Excess belly fat in elderly could now be linked to inflammation, according to a study published in the journal Nature. Older adults, regardless of their body weight, have increased belly fat.

Excess Belly Fat in Elderly May be Linked with Inflammation: Study

Highlights

  • Excess belly fat in elderly could now be linked to inflammation
  • When they need to expend energy, older people do not burn the energy
  • A proper diet can help in reducing inflammation in the body
Excess belly fat in elderly could now be linked to inflammation, according to a study published in the journal Nature. Older adults, regardless of their body weight, have increased belly fat. However, when they need to expend energy, older people do not burn the energy stored in fat cells as efficiently as younger adults, leading to the accumulation of a stubborn and harmful belly fat. The researchers have discovered a new type of specialised immune cells known as macrophages, which reside on the nerves in the belly fat.

"We discovered that the aged macrophages can break down the neurotransmitters called catecholamines, and thus do not allow fat cells to supply the fuel when demand arises," said lead author Vishwa Deep Dixit, Professor at Yale University in Connecticut, US. "The key finding is that the immune cells talk to the nervous system to control metabolism," Dixit noted.

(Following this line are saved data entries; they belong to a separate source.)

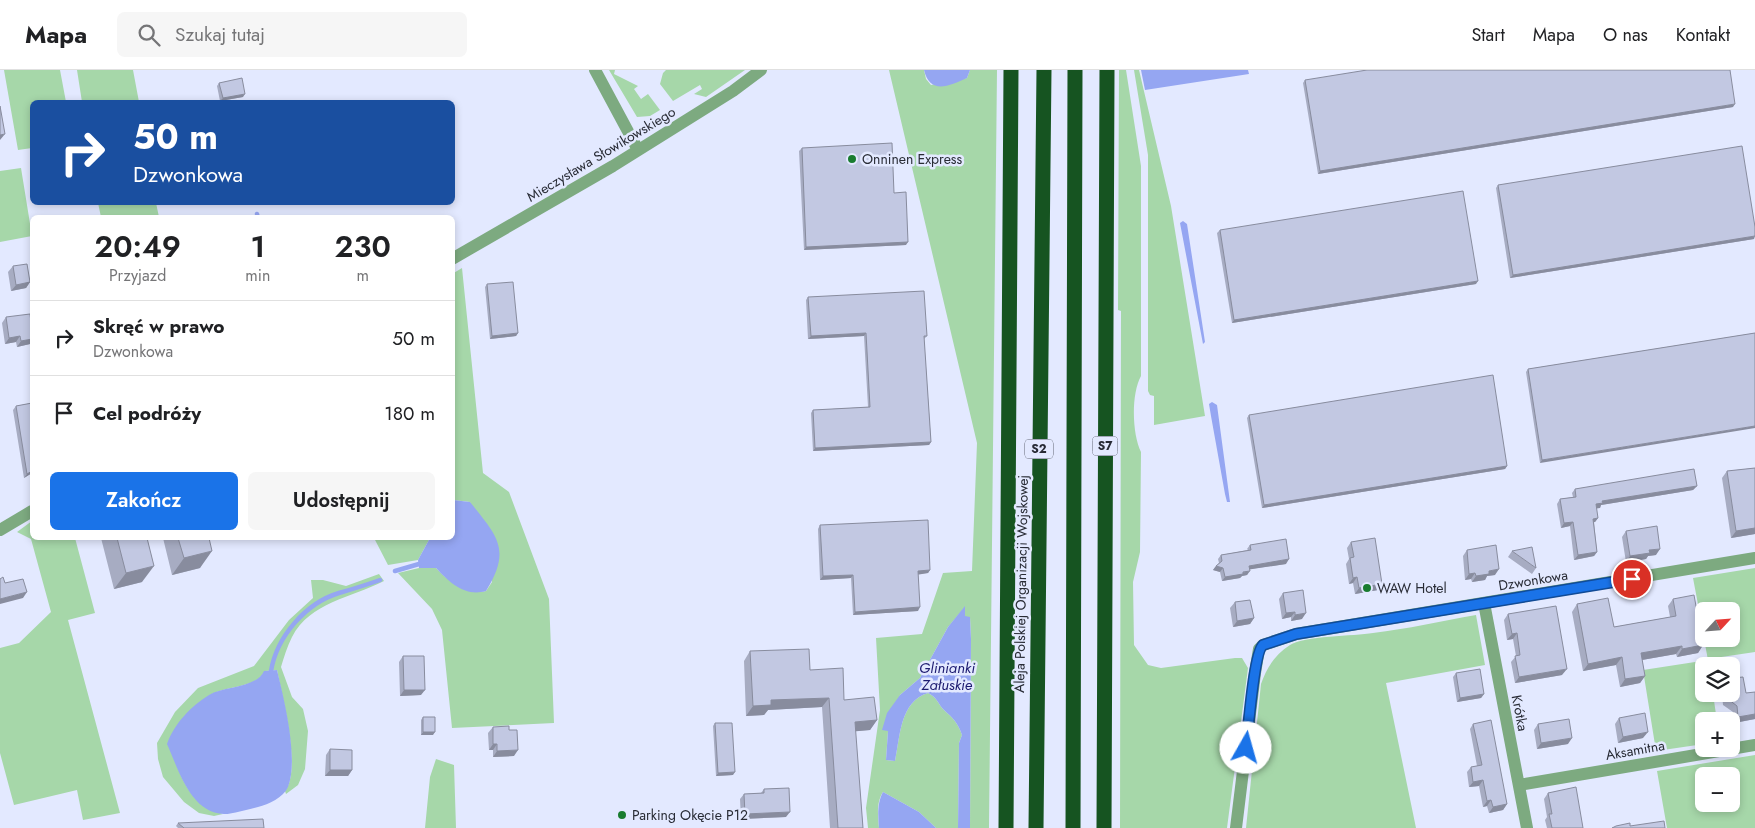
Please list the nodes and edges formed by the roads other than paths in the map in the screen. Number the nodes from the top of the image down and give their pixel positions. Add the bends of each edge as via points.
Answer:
1 (596, 70) edge
2 (761, 70) edge
3 (1011, 70) edge
4 (1044, 70) edge
5 (1075, 70) edge
6 (1107, 70) edge
7 (638, 150) junction
8 (455, 257) edge
9 (30, 512) edge
10 (0, 530) edge
11 (1755, 558) edge
12 (1484, 603) junction
13 (1755, 745) edge
14 (1519, 785) junction
15 (1006, 828) edge
16 (1036, 828) edge
17 (1073, 828) edge
18 (1104, 828) edge
19 (1236, 828) edge
20 (1527, 828) edge

1 - 7 street
2 - 7 street, Mieczysława Słowikowskiego via 734,91
3 - 15 highway
4 - 16 highway, Aleja Polskiej Organizacji Wojskowej / S2
5 - 17 highway
6 - 18 highway, S7
7 - 8 street, Mieczysława Słowikowskiego
9 - 10 street
11 - 12 street, Dzwonkowa
12 - 14 street, Krótka
12 - 19 street, Dzwonkowa via 1296,634 1263,645 1259,649
13 - 14 street, Aksamitna
14 - 20 street, Krótka

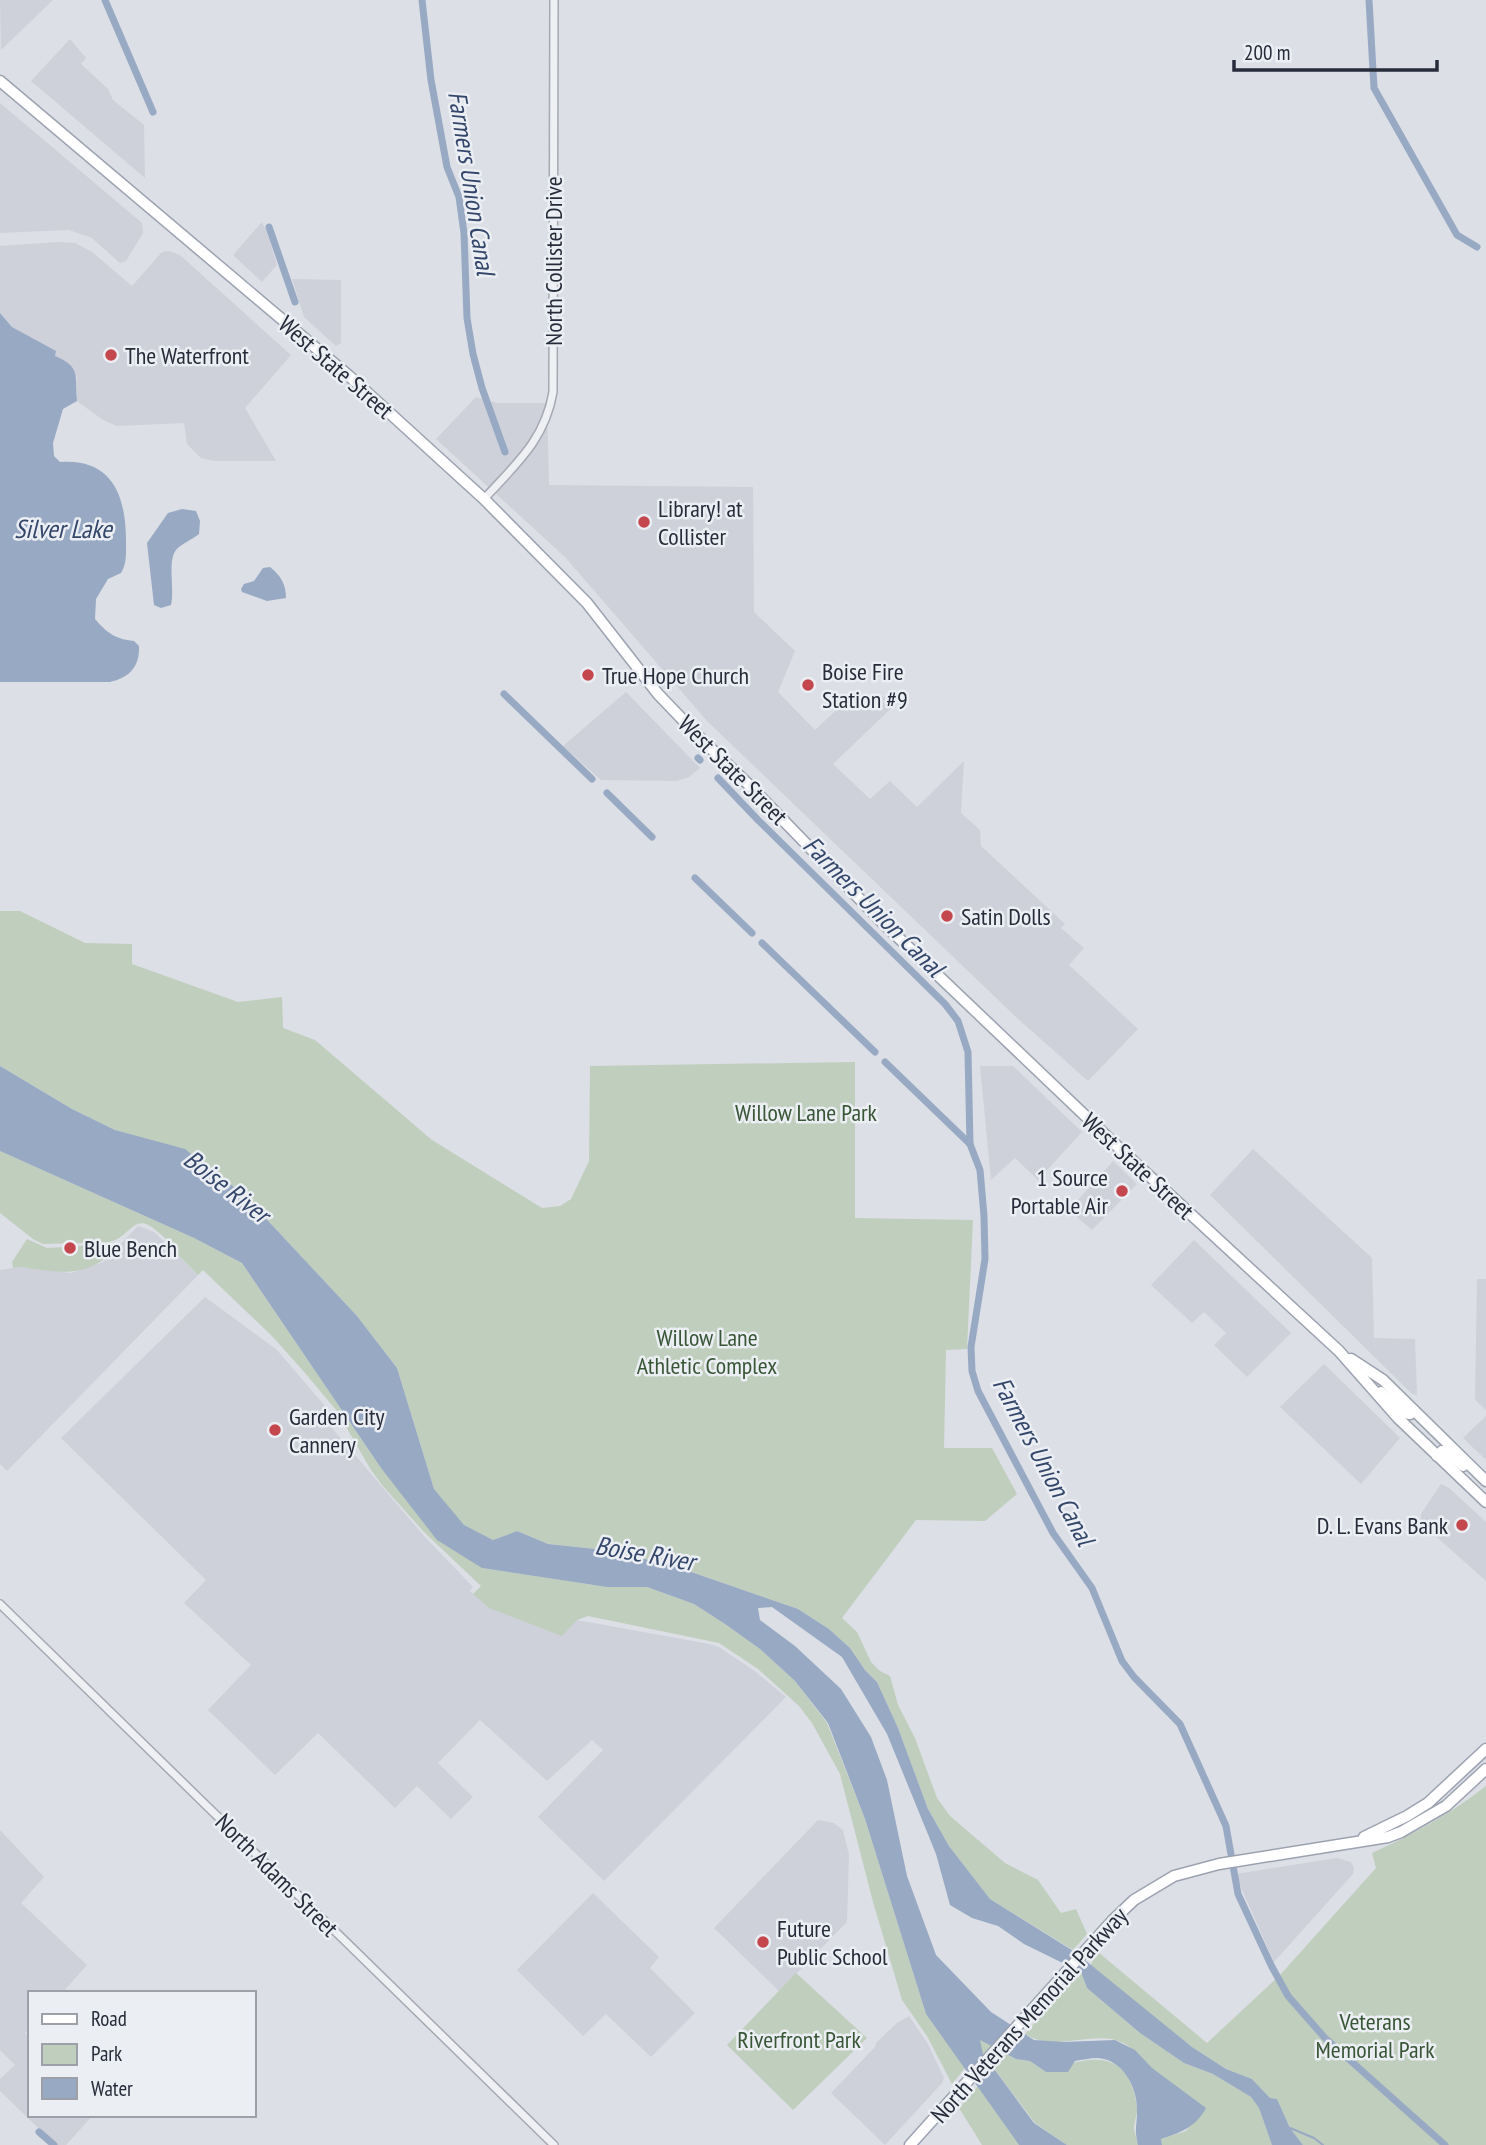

A proper diet can help in reducing inflammation in the body; therefore, we list down some anti-inflammatory foods that you should include in your daily diet.

1. Turmeric

Turmeric is a wonderful spice that is considered as a powerful anti-inflammatory ingredient. Curcumin, an active compound found in turmeric helps in reducing inflammation naturally. It has also been found that it is helpful in treating arthritis, IBS, inflammatory bowel diseases and even asthma.

2. Walnuts and Almonds

Walnuts are excellent sources of anti-inflammatory omega-3 fatty acids. Certain enzymes present in walnuts inhibit production of neurotransmitters that cause pain and swelling. You can also dote on almonds that are believed to have more anti0inflammatory vitamin E than other tree nuts.

3. Basil

The volatile oils in basil contain a compound called eugenol that has strong anti-inflammatory properties. As an antioxidant, basil can protect your DNA from radiation and oxidative damage.

4. Flaxseeds

Include more flaxseeds in your diet as they are packed with omega-3 fatty acids. Anti-inflammatory compounds like lignans and flavonoids found in the seeds make them super nutritious.

5. Green Tea

Green tea is known to be a great antioxidant. The high amounts of catechin polyphenols that green tea contains make it a powerful antioxidant. It is rich in anti-inflammatory flavonoids that prevent free radicals from causing damage.